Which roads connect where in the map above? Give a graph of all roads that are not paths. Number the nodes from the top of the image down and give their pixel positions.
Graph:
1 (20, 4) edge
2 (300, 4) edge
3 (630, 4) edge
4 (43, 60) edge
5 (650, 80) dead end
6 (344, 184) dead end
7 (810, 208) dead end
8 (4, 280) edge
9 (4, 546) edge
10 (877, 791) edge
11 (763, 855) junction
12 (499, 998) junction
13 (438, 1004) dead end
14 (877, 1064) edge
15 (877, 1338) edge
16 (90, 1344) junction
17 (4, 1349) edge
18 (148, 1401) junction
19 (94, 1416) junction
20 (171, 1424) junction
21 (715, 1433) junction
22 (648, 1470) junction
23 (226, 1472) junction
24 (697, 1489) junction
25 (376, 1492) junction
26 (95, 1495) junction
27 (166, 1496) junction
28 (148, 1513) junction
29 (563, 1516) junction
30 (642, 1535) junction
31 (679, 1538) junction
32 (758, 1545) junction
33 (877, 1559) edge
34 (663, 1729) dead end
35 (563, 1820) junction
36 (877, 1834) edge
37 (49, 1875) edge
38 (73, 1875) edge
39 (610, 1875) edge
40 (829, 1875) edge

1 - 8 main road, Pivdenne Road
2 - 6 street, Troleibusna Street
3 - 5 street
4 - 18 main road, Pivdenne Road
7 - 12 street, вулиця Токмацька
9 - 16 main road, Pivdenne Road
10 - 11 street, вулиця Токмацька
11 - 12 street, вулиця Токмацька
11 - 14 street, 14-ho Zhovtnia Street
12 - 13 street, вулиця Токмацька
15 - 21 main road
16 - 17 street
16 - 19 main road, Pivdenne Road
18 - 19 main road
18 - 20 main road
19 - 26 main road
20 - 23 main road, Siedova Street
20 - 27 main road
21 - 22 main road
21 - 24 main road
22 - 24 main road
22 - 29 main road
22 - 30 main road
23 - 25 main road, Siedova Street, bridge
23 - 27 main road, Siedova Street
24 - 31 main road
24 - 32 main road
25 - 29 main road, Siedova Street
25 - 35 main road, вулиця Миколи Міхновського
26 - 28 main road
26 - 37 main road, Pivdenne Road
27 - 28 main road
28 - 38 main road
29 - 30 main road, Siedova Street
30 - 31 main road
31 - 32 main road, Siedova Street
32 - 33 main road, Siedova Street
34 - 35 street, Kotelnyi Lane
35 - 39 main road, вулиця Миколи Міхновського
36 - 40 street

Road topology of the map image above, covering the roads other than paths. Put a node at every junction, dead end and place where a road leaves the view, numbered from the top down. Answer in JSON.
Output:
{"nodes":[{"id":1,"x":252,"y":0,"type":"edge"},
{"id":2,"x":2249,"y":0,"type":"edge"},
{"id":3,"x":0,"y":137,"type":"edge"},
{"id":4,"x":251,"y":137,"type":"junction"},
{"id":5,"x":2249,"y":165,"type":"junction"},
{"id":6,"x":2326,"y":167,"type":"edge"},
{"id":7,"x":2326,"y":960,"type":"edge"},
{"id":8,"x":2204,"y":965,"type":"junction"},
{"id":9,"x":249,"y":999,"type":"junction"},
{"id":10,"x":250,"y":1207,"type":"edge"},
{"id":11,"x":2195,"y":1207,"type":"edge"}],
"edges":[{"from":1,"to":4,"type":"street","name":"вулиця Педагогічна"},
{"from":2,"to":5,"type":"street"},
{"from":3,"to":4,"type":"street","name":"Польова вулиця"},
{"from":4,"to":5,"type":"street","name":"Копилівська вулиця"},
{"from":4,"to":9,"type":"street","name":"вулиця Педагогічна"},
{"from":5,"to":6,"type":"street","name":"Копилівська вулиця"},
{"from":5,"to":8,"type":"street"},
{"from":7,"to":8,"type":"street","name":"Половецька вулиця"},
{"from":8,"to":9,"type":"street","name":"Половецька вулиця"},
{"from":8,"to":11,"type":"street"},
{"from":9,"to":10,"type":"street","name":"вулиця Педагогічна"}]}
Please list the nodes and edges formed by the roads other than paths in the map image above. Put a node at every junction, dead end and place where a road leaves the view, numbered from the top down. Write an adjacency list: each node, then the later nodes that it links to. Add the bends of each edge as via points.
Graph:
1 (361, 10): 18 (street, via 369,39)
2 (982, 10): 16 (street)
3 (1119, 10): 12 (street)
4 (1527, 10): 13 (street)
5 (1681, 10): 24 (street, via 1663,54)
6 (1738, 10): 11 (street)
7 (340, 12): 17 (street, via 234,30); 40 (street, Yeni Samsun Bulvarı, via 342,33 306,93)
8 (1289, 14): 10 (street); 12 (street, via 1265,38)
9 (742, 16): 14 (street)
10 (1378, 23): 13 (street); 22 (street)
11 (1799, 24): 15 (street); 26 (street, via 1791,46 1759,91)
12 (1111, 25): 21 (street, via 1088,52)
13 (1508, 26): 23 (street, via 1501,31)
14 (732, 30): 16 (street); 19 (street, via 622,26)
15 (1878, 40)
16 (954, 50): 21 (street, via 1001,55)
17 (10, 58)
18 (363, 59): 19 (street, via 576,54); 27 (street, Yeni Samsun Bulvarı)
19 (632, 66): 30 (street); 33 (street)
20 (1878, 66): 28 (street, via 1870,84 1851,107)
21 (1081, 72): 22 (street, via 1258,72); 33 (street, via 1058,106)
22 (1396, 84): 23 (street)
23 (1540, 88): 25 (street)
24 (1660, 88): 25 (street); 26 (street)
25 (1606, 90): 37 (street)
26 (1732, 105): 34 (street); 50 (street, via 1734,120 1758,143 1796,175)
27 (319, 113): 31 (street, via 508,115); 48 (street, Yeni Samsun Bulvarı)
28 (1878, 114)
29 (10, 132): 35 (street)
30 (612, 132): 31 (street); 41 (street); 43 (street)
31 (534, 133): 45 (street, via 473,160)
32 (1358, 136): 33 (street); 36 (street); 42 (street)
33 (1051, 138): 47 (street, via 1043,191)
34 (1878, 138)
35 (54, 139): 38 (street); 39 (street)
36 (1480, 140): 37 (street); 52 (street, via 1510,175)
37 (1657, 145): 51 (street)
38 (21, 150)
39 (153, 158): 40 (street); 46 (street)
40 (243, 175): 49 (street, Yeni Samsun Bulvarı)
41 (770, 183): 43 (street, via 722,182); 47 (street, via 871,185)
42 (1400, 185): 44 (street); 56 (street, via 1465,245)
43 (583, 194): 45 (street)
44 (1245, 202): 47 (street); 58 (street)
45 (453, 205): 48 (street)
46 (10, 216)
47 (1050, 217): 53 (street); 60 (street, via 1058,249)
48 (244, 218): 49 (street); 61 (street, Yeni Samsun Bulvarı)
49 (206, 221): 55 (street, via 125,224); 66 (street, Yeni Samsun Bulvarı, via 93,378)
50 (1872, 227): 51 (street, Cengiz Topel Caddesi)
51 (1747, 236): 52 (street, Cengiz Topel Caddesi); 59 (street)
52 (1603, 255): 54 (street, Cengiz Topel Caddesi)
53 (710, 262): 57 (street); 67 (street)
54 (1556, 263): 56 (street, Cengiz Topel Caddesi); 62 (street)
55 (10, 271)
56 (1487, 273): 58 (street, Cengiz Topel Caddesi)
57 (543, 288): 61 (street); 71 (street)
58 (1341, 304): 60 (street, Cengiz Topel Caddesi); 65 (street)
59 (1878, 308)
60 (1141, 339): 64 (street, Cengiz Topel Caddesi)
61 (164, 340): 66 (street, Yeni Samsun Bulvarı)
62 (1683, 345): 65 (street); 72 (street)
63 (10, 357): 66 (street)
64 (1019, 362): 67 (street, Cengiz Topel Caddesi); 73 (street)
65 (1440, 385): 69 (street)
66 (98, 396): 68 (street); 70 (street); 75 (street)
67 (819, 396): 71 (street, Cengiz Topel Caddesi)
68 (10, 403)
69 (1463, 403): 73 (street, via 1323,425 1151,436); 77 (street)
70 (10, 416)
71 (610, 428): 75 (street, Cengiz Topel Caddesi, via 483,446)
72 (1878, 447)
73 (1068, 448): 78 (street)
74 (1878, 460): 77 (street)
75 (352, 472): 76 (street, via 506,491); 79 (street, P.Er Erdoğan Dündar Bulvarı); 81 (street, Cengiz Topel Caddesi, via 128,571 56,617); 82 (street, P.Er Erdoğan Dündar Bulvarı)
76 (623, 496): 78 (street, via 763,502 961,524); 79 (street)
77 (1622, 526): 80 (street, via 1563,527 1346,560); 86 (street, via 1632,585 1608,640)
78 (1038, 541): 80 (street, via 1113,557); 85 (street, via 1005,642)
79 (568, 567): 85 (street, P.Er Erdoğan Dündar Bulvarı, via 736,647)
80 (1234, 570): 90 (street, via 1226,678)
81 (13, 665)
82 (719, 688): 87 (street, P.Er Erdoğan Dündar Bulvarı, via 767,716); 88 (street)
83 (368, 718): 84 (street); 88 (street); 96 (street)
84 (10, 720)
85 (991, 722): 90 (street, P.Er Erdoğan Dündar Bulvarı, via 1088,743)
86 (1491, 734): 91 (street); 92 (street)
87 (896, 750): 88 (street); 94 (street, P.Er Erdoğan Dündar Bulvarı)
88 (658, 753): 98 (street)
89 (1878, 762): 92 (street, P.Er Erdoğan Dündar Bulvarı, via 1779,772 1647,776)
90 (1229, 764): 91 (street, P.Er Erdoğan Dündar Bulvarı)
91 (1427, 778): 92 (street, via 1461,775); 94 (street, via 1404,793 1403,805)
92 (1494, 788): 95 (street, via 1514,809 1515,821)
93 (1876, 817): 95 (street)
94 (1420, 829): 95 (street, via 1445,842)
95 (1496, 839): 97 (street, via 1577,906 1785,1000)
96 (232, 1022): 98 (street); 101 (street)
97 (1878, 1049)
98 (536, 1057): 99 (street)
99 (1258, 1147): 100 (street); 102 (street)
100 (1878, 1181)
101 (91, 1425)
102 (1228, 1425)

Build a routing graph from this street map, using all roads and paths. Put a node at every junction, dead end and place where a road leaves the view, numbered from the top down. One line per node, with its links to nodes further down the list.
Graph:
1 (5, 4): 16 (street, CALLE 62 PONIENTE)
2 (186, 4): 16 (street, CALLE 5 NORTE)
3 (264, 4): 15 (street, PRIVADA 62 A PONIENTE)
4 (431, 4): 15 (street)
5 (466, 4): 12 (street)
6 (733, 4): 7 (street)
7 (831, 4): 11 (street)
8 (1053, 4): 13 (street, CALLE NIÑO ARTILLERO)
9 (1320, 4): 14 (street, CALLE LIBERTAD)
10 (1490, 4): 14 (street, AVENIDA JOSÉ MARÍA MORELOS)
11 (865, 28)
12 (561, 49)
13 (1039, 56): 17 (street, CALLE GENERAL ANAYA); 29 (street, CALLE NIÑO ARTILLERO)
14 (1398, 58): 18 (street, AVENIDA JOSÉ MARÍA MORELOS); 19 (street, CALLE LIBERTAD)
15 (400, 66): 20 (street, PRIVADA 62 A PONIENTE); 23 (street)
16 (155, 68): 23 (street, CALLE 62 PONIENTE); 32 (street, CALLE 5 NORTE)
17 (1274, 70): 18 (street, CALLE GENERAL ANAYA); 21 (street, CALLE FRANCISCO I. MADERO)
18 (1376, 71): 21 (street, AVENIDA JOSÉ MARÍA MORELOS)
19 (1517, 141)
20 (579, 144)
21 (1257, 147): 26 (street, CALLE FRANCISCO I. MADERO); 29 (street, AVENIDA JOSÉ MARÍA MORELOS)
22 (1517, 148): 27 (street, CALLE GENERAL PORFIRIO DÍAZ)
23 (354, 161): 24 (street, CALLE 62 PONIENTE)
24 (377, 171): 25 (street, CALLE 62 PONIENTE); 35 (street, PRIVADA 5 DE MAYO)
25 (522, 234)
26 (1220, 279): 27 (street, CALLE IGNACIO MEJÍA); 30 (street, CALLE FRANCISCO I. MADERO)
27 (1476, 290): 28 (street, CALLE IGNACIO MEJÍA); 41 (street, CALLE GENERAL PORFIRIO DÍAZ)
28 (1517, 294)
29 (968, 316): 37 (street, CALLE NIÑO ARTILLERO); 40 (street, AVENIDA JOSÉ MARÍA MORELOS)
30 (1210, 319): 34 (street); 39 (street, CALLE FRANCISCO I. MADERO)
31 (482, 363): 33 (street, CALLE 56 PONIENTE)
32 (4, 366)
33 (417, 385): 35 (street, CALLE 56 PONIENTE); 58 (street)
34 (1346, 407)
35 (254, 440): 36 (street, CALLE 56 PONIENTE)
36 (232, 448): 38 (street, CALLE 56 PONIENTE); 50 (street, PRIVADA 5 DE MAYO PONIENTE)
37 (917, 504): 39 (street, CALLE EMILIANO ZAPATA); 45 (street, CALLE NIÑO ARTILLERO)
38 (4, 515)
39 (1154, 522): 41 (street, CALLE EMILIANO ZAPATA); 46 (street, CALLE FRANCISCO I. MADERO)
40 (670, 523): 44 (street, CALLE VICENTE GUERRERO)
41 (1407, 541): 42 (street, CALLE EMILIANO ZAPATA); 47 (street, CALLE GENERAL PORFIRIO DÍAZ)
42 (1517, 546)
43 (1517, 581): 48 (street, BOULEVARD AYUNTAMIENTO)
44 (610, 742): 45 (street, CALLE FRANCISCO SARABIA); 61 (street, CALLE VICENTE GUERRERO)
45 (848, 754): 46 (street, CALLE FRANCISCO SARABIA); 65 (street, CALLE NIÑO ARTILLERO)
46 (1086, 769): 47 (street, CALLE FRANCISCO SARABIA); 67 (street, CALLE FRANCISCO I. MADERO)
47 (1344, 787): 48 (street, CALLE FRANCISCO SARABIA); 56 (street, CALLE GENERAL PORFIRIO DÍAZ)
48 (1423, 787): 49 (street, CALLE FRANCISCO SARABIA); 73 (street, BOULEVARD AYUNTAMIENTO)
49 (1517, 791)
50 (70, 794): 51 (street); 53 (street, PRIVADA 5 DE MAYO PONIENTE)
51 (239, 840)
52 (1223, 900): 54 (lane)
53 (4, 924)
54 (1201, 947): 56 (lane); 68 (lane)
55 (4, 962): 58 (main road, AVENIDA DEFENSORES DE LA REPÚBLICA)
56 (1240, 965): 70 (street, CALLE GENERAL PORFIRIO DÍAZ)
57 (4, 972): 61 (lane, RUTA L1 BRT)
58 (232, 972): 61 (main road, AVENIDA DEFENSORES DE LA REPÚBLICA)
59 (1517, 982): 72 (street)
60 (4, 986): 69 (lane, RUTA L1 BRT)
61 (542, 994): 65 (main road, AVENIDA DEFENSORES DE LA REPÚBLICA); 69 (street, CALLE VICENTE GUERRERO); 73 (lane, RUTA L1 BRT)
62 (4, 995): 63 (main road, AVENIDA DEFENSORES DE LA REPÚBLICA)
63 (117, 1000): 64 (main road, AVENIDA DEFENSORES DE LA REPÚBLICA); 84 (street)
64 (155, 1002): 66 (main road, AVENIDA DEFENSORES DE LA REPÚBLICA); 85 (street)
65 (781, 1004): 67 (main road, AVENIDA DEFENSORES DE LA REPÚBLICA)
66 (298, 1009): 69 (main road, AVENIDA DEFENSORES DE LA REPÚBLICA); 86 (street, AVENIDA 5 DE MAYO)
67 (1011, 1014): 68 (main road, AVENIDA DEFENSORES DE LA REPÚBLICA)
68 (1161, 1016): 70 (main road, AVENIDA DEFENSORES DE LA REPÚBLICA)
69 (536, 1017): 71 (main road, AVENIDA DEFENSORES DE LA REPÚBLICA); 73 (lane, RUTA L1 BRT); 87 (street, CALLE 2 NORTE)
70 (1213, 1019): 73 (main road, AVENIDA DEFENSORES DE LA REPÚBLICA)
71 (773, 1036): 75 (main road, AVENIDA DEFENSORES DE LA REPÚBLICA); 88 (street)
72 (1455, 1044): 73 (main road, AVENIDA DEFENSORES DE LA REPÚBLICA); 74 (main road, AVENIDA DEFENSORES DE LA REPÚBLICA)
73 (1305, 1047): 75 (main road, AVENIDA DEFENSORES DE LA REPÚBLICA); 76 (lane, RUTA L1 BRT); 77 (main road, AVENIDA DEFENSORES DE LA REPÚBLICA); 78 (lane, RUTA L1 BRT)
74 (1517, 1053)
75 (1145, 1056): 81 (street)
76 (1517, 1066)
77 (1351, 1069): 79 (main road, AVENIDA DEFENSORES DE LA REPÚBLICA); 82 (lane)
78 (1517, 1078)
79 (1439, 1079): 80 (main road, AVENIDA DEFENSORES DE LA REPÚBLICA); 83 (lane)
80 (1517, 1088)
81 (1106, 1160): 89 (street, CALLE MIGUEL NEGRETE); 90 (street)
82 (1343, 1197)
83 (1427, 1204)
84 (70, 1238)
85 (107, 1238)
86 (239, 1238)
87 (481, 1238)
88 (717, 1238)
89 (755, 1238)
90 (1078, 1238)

AIM OF THE TASK:
Only the lines holding "MORELOS" are wanted, so copy each of them from the material.

ANSWER SECTION:
10 (1490, 4): 14 (street, AVENIDA JOSÉ MARÍA MORELOS)
14 (1398, 58): 18 (street, AVENIDA JOSÉ MARÍA MORELOS); 19 (street, CALLE LIBERTAD)
18 (1376, 71): 21 (street, AVENIDA JOSÉ MARÍA MORELOS)
21 (1257, 147): 26 (street, CALLE FRANCISCO I. MADERO); 29 (street, AVENIDA JOSÉ MARÍA MORELOS)
29 (968, 316): 37 (street, CALLE NIÑO ARTILLERO); 40 (street, AVENIDA JOSÉ MARÍA MORELOS)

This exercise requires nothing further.